Data to process —
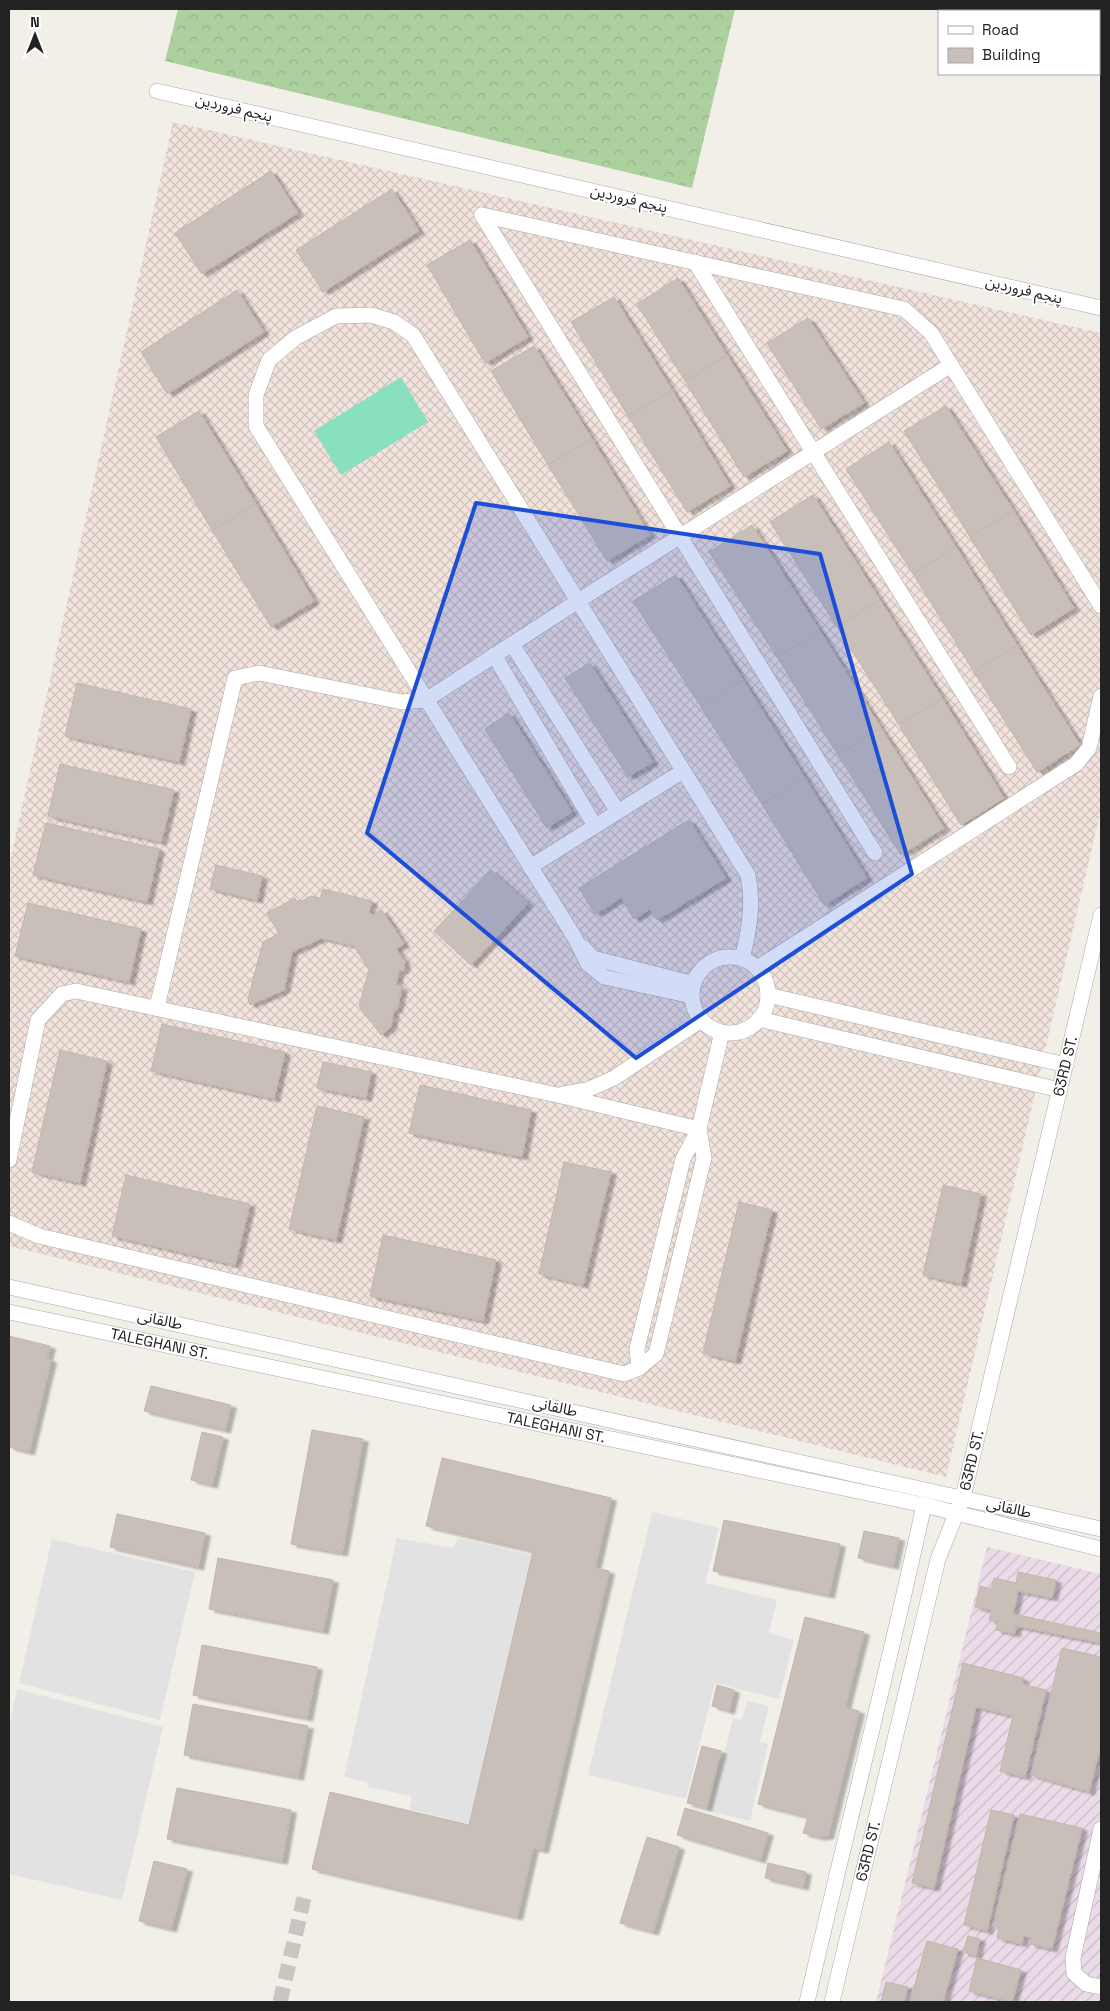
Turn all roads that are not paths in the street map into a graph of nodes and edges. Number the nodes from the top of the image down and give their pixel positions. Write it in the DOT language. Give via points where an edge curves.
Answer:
graph roads {
  1 [pos="157,91"];
  2 [pos="695,262"];
  3 [pos="1101,308"];
  4 [pos="951,365"];
  5 [pos="812,453"];
  6 [pos="679,537"];
  7 [pos="578,601"];
  8 [pos="1101,606"];
  9 [pos="512,644"];
  10 [pos="494,656"];
  11 [pos="1101,696"];
  12 [pos="426,700"];
  13 [pos="1009,766"];
  14 [pos="683,771"];
  15 [pos="618,812"];
  16 [pos="594,826"];
  17 [pos="875,853"];
  18 [pos="530,867"];
  19 [pos="1101,915"];
  20 [pos="742,960"];
  21 [pos="757,968"];
  22 [pos="693,990"];
  23 [pos="768,995"];
  24 [pos="157,1007"];
  25 [pos="759,1019"];
  26 [pos="701,1020"];
  27 [pos="722,1032"];
  28 [pos="1066,1064"];
  29 [pos="1060,1090"];
  30 [pos="557,1095"];
  31 [pos="699,1129"];
  32 [pos="9,1160"];
  33 [pos="9,1223"];
  34 [pos="9,1287"];
  35 [pos="9,1312"];
  36 [pos="963,1497"];
  37 [pos="924,1505"];
  38 [pos="957,1512"];
  39 [pos="1101,1529"];
  40 [pos="1101,1548"];
  41 [pos="1101,1828"];
  42 [pos="1101,1987"];
  43 [pos="807,2002"];
  44 [pos="832,2002"];
  1 -- 3 [label="street, پنجم فروردین"];
  2 -- 4 [label="street" via="904,308 931,333"];
  2 -- 5 [label="street"];
  2 -- 6 [label="street" via="482,215"];
  4 -- 5 [label="street"];
  4 -- 8 [label="street"];
  5 -- 6 [label="street"];
  5 -- 13 [label="street"];
  6 -- 7 [label="street"];
  6 -- 17 [label="street"];
  7 -- 9 [label="street"];
  7 -- 12 [label="street" via="413,335 394,322 371,314 336,316 295,338 270,360 256,395 256,426"];
  7 -- 14 [label="street"];
  9 -- 10 [label="street"];
  9 -- 15 [label="street"];
  10 -- 12 [label="street"];
  10 -- 16 [label="street"];
  11 -- 21 [label="street" via="1089,748 1076,764"];
  12 -- 18 [label="street"];
  12 -- 24 [label="street" via="402,702 260,673 235,678"];
  14 -- 15 [label="street"];
  14 -- 20 [label="street" via="748,875 752,896"];
  15 -- 16 [label="street"];
  16 -- 18 [label="street"];
  18 -- 22 [label="street" via="575,938 594,958"];
  19 -- 28 [label="street, 63RD ST."];
  20 -- 21 [label="street"];
  20 -- 22 [label="street" via="721,958 709,963 700,972"];
  21 -- 23 [label="street" via="764,978"];
  22 -- 26 [label="street" via="695,1009"];
  23 -- 25 [label="street"];
  23 -- 28 [label="street"];
  24 -- 30 [label="street"];
  24 -- 32 [label="street" via="76,991 62,994 38,1020"];
  25 -- 27 [label="street" via="746,1030"];
  25 -- 29 [label="street"];
  26 -- 27 [label="street"];
  26 -- 30 [label="street" via="614,1078 587,1090"];
  27 -- 31 [label="street"];
  28 -- 29 [label="street, 63RD ST."];
  29 -- 36 [label="street, 63RD ST."];
  30 -- 31 [label="street"];
  31 -- 33 [label="street" via="683,1159 637,1348 639,1368 624,1374 39,1236"];
  34 -- 36 [label="street, طالقانی"];
  35 -- 37 [label="street, TALEGHANI ST."];
  36 -- 38 [label="street, 63RD ST."];
  36 -- 39 [label="street, طالقانی"];
  37 -- 38 [label="street, TALEGHANI ST."];
  37 -- 43 [label="street"];
  38 -- 40 [label="street, TALEGHANI ST."];
  38 -- 44 [label="street, 63RD ST." via="938,1559"];
  41 -- 42 [label="street" via="1073,1958 1074,1973 1086,1984"];
}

Task to complete —
The answer must consist of every line from the listing above that includes the word "graph".

Response to this task —
Turn all roads that are not paths in the street map into a graph of nodes and edges. Number the nodes from the top of the image down and give their pixel positions. Write it in the DOT language. Give via points where an edge curves.
graph roads {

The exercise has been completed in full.